On Dec 19, 2003, at 11:30 AM, Markus Schulze wrote:
> We both are recommending strongest paths and absolute votes. There
> is absolutely no difference between Mike's and my recommendation.

Ah, thank you!  Sorry, I got confused between what you each recommended 
and what I was reading about the various algorithms.

I actually find the Floyd algorithm confusing, with all the indices.   
I think Dijkstra is not only clearer, but easier to implement using 
objects.  Here's some pseudo-Python code I've been working on, which I 
think implements the Schulze method via Dijkstra.

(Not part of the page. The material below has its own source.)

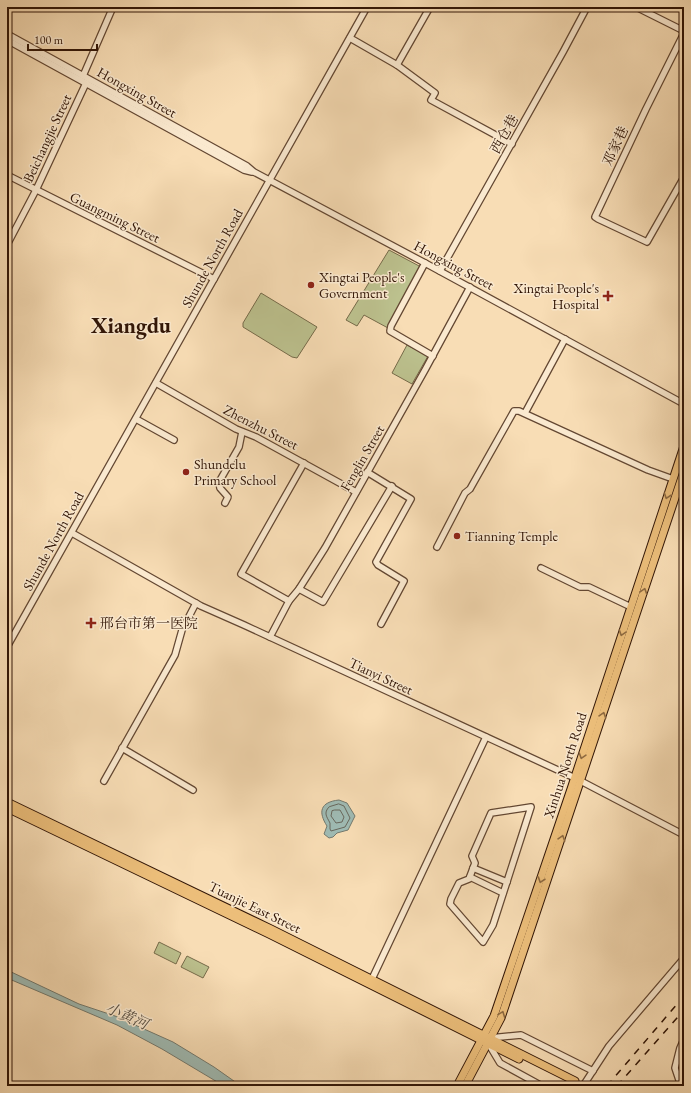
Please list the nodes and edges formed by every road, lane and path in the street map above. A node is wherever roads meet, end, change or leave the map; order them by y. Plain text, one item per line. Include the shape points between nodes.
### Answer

The main object is a 'Candidate (start, current, or beat) with the 
following fields:
- beats[] # list of candidates this one has beaten
- votes{} # dictionary of votes for this one against each other 
candidate
- strength # hold temporary path strengths; allows sorting to find 
'smallest'

def FindStrongestPaths(start):
"Find best paths to all candidates starting from candidate 'start'"
final = []
start.strength = HUGE_VAL # arbitrarily large, so anything is 'min' 
relative to it
unchecked = [start]
while (current = unchecked.smallest()): # removes and returns smallest 
elements
   final.append(current)
   for beat in current.beats: # loop over candidate current has beaten 
(i.e., neighbor nodes)
      strength = min(current.strength, current.votes[beat])
      if not final.contains(beat) and (not unchecked.contains(beat) or 
strength > beat.strength):
        beat.strength = strength
        if not unchecked.contains(beat): unchecked.append(beat)
     #endif
   #end for
#end while
#end def


Anyone care to check it for me (yes, I know its not legal python; done 
for clarity; I'm asking about the algorithm).

-- Ernie P.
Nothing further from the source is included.